Broken lantern slide, "Landschaften, Vulkan Niragongo" 1913, A b I 174


During the seminar The Enquiring Eye convened by Clémentine Deliss at the Städelschule in the summer semester of 2022, I partnered with the artist Rund Elalrabi to brainstorm possible approaches to exhibiting colonial landscape photography. While Tina Campt has theorised alternative methods of viewing ethnographic photography which pay notice to the defiant facial expressions of people subjected to the colonial gaze, we struggled to read the same possibility of a rebellious subject in photographs of landscapes. Instead, we were drawn to toying with the amorphous scale of landscape lantern slides, or to seeking out examples of smashed or faded images like the one shown here. Finally, we wondered how the globally interwoven processes of climate and biodiversity collapse might bind back together the future of East African and German landscapes. In what ways might it be possible to rethink the conventions of landscape photography, in a way that unsettles the colonial and patriarchal man/nature binary which continues to underlie many wildlife conservation projects?

Diese Objekterzählung wurde von Silas Edwards im Rahmen des Seminars “The Enquiring Eye” geschrieben, das von Clementine Deliss im Sommersemester 2022 veranstaltet wurde. Das Seminar untersuchte Debatten über die Zukunft umstrittener Sammlungen und nutzte die Sammlungen der Goethe-Universität als Rohmaterial für gemeinsame Forschungsprojekte zwischen Studentierenden der bildenden Kunst und Studierenden des Masterstudiengangs Curatorial Studies.

Literatur


Bernhard Gissibl (2019) The Nature of German Imperialism: Conservation and the Politics of Wildlife in Colonial East Africa.
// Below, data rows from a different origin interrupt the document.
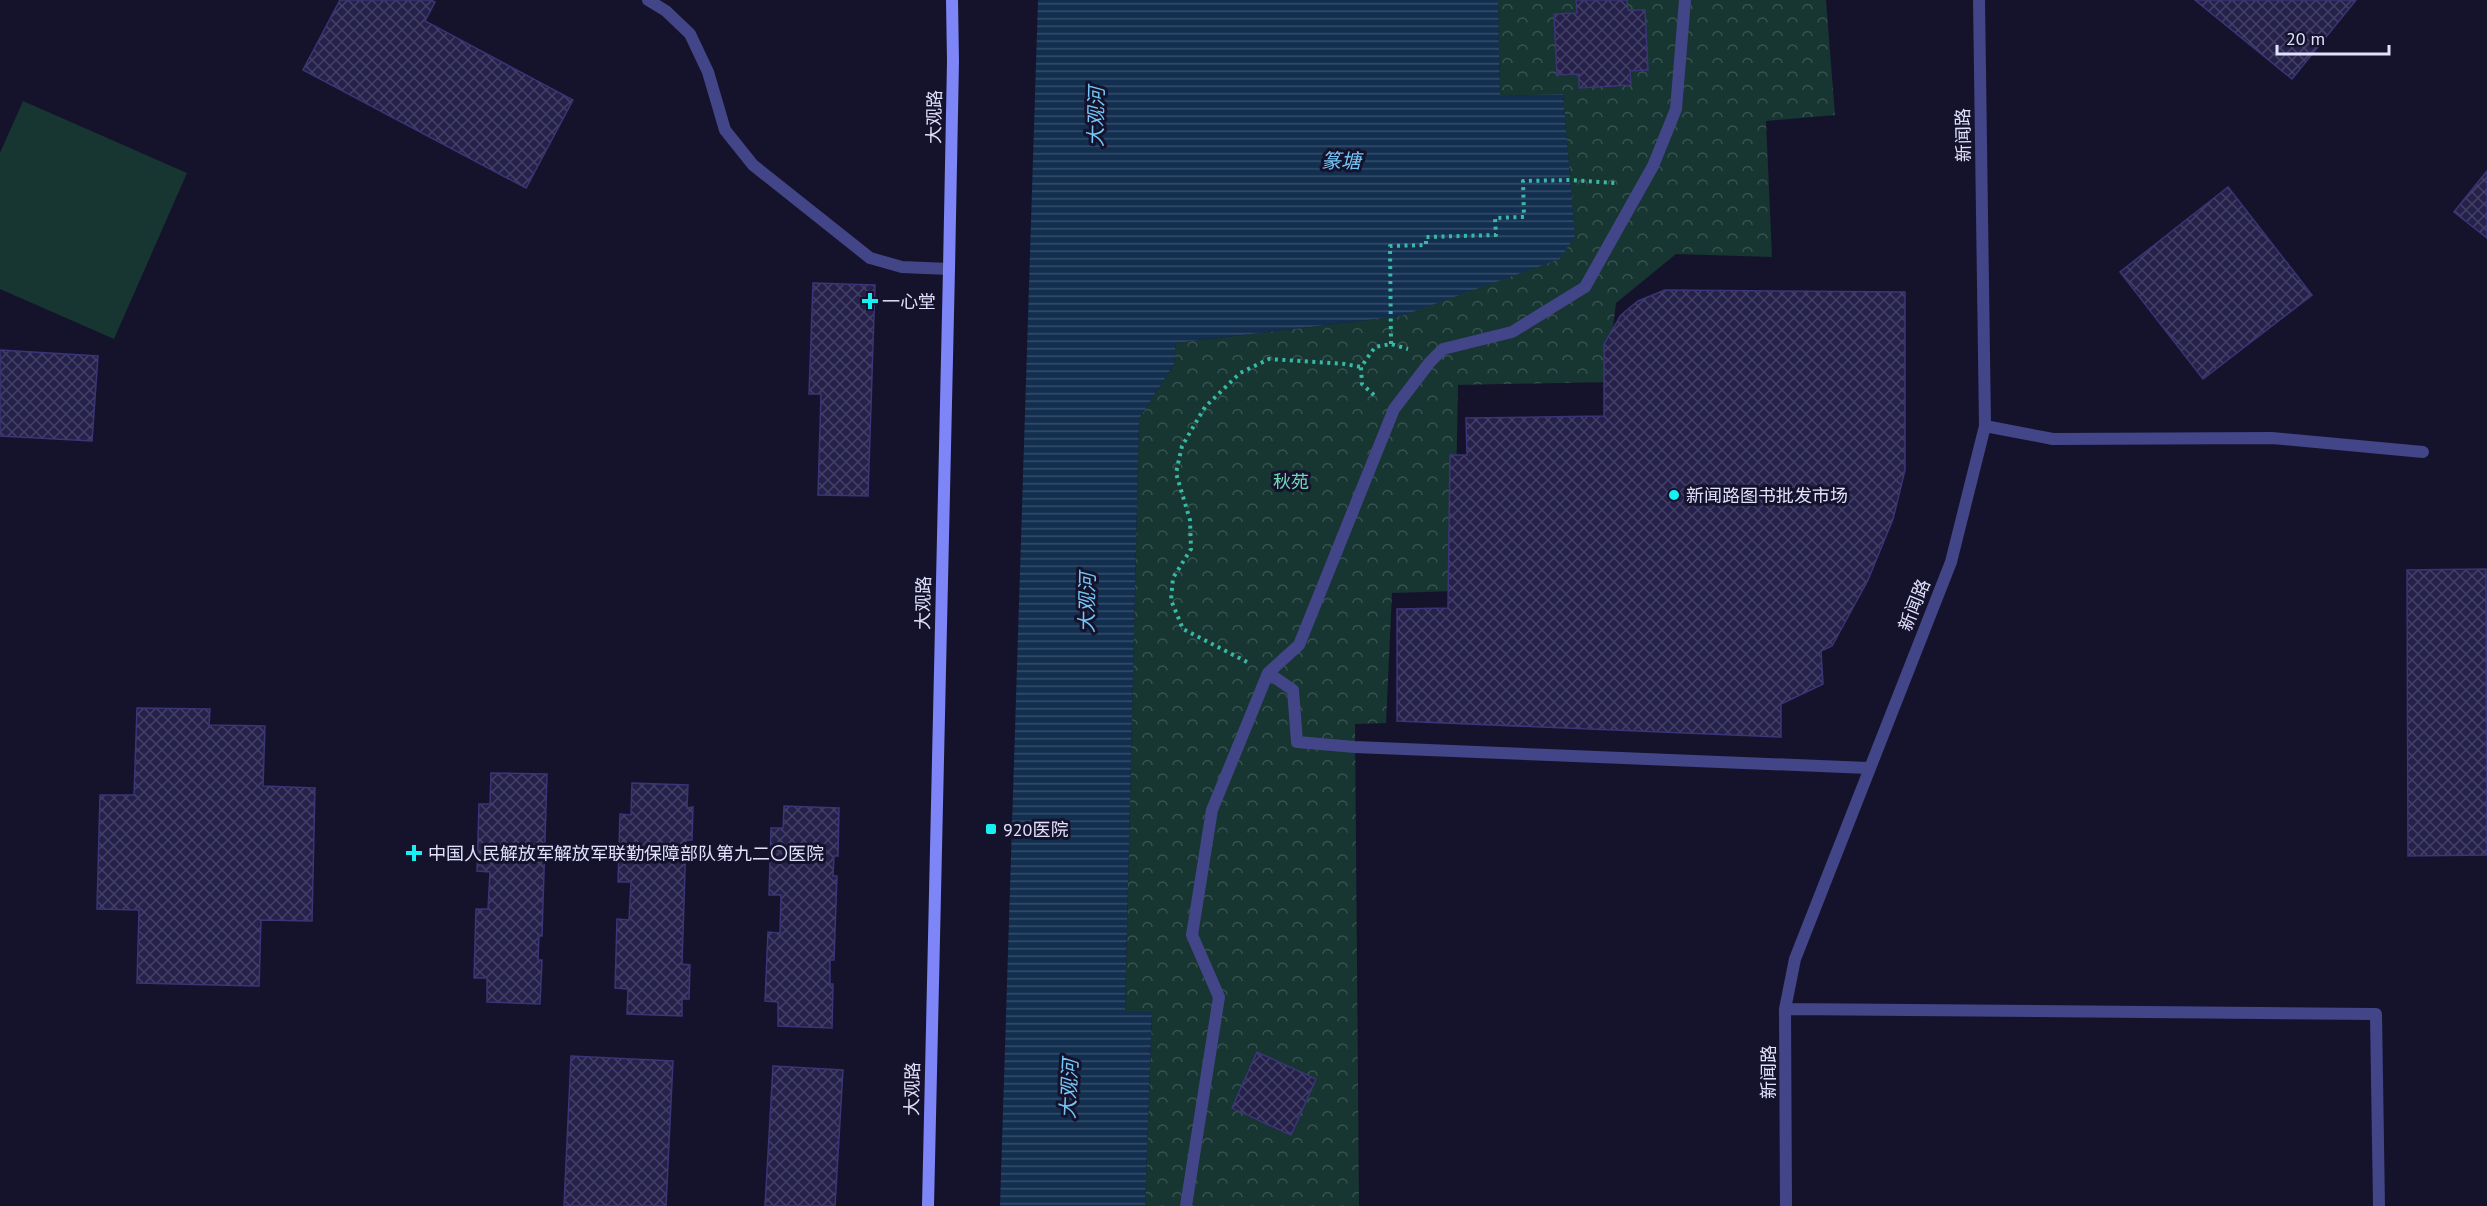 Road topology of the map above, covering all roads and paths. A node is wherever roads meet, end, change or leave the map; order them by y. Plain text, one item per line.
1 (648, 0) edge
2 (952, 0) edge
3 (1685, 0) edge
4 (1979, 0) edge
5 (1642, 185) junction
6 (949, 269) junction
7 (1391, 344) junction
8 (1430, 362) junction
9 (1361, 367) junction
10 (1394, 409) junction
11 (1985, 426) junction
12 (2423, 452) dead end
13 (1268, 673) junction
14 (1869, 768) junction
15 (1785, 1009) junction
16 (928, 1206) edge
17 (1186, 1206) edge
18 (1786, 1206) edge
19 (2379, 1206) edge

1 - 6 street
2 - 6 main road, 大观路
3 - 5 street
4 - 11 street, 新闻路
5 - 7 path
5 - 8 street
6 - 16 main road, 大观路
7 - 8 path
7 - 9 path
8 - 10 street
9 - 10 path
9 - 13 path
10 - 13 street
11 - 12 street
11 - 14 street, 新闻路
13 - 14 street
13 - 17 street
14 - 15 street, 新闻路
15 - 18 street, 新闻路
15 - 19 street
Berghahn Books

Paul Munro (2021) “Colonial Wildlife Conservation and National Parks in Sub-Saharan Africa,”Oxford Research Encyclopedia of African History. Available at: https://doi.org/10.1093/acrefore/9780190277734.013.195.

Sione Schlidwein (2020) “Das koloniale Erbe der Nationalpark”. Taz. Available at: https://taz.de/Militarisierter-Naturschutz-in-Afrika/!5671721/

Tina M. Campt (2017) Listening to Images. Duke University Press.